Based on these results we should predict poor future performance since, as expected, the correlation between the performance on both tasks is very slight.

az.plot_trace(trace2, var_names=["r"])

Posterior for relation between performance on both tests

Definitely not promising evidence of aptitude in the studied group.

Updating Belief: Always a Choice not a Necessity

But notice the way we’ve used the same updating mechanism in both cases but to different ends. In the first case we’ve updated on a flat prior and reasoned to the conclusion as a kind of reductio ad absurdum. We intuitively reject the hypothesis that effect size should be anti-correlated with sample size and when Bem’s results suggests the opposite, we take it as evidence against his theory. In the second case, more exploratory, we genuinely don’t know how the performance over the two tests should be related but for Bem’s results to stand they need to be positive. Conditioning on the experimental observations we learn what the expected correlation is to be and deny the presence of psi. Will Bem update his beliefs in the same manner? As with any argument we can always question the premises, but the Bayesian methodology has a simple consistency going for it. It’s an explicit and appealing form of analysis, which even if wrong is interesting for how it enables us to learn from the error.

Conclusion

Bem’s paper is an unsettling reminder that rigour comes in many forms and even witha good faith effort exactitude is not always enough to prevent error.
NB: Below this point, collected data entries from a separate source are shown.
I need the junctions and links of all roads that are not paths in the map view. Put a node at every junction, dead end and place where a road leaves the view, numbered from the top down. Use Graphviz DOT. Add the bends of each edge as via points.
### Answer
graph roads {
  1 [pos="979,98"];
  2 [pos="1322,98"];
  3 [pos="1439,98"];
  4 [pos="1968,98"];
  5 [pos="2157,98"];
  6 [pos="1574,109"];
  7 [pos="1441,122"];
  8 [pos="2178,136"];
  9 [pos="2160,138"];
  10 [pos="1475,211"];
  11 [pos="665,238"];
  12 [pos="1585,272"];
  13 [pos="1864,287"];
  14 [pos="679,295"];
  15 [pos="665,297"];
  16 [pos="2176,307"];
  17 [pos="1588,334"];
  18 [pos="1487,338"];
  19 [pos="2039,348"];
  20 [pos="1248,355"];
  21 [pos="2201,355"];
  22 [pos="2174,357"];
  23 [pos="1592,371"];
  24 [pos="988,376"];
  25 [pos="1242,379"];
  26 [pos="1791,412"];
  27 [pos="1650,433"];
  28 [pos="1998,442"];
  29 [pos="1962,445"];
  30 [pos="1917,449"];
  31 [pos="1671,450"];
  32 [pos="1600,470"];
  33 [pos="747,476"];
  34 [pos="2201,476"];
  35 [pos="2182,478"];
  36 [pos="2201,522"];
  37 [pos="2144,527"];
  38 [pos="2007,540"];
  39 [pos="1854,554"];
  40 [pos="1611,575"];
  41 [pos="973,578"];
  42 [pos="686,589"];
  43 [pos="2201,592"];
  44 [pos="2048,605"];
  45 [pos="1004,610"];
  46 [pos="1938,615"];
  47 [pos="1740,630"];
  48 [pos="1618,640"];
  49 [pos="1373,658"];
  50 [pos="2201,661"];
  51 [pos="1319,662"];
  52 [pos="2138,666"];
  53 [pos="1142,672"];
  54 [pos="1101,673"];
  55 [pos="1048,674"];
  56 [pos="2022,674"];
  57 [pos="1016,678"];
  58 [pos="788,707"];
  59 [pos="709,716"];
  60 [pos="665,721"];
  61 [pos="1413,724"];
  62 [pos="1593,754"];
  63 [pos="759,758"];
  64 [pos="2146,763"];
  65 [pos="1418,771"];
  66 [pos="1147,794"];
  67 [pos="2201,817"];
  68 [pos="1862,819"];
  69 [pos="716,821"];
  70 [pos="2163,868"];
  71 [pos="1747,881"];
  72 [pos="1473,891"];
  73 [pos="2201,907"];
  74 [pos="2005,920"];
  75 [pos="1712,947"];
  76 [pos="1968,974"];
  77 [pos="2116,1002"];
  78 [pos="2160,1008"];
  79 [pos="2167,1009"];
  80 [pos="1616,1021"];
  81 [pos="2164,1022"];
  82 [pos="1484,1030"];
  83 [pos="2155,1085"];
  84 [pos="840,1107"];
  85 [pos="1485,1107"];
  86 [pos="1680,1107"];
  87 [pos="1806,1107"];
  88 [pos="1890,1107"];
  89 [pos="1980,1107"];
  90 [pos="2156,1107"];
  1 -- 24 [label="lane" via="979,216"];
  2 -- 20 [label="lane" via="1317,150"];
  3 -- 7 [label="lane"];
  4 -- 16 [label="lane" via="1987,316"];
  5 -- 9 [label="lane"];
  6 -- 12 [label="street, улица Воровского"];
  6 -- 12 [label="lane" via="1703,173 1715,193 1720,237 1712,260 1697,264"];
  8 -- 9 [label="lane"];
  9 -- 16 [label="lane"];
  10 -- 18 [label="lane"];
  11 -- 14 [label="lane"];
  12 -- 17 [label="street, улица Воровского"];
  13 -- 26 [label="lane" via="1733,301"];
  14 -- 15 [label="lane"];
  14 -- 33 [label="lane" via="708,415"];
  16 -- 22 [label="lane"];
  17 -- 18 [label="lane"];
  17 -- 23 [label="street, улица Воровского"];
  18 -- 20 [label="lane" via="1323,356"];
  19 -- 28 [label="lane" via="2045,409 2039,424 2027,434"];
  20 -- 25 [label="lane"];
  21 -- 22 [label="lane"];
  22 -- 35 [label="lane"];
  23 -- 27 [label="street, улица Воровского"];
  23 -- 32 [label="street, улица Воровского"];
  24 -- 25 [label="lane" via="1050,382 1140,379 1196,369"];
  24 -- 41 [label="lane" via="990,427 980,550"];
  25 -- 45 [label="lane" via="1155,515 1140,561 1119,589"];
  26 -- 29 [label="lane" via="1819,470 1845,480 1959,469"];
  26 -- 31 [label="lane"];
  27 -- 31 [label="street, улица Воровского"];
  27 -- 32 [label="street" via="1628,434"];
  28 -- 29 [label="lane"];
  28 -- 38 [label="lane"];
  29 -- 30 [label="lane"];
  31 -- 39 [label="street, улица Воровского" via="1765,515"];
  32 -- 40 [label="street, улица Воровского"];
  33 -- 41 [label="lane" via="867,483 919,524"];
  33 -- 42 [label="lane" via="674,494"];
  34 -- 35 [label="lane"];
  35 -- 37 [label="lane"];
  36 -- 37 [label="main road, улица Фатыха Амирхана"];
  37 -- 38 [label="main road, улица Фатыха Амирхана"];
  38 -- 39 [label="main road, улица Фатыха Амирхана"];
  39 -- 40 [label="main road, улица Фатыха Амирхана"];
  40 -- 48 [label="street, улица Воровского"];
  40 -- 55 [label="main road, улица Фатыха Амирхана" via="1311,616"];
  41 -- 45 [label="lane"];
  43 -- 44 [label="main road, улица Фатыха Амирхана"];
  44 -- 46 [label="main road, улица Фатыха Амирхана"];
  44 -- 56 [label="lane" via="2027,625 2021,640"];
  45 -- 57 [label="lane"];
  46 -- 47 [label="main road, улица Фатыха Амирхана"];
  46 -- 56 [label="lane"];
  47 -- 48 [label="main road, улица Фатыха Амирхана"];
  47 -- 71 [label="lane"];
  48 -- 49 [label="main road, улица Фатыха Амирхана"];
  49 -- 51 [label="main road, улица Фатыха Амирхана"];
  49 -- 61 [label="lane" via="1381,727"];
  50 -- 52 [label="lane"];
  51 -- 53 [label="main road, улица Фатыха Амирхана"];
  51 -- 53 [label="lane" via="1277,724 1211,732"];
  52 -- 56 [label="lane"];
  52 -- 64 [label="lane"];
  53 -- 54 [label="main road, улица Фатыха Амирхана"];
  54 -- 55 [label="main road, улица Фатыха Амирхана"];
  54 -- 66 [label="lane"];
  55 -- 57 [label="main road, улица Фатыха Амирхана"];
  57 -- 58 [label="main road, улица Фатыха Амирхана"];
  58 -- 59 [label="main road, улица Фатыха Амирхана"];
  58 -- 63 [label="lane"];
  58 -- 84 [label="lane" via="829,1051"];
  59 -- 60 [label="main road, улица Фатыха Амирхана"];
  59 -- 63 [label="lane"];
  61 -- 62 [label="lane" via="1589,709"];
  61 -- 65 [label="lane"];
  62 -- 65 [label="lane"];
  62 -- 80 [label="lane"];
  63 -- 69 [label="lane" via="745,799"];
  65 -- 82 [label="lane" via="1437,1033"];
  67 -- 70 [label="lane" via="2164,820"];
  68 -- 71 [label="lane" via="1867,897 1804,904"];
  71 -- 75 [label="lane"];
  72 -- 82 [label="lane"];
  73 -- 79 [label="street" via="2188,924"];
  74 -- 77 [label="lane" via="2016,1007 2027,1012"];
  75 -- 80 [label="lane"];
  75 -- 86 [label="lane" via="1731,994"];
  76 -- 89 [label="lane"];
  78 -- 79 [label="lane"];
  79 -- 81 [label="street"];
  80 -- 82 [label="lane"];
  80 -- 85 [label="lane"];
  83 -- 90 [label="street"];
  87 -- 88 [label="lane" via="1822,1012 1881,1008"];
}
In this case the Bayesian perspective provides a solid critique and proves itself a valuable lens with which to evaluate reliability of performance. More generally the explicit nature of Bayesian modelling and the careful manner in which you specify your prior expectations is appealing. Allowing for a more nuanced weighing of evidence than available through a simplistic binary of hypothesis testing.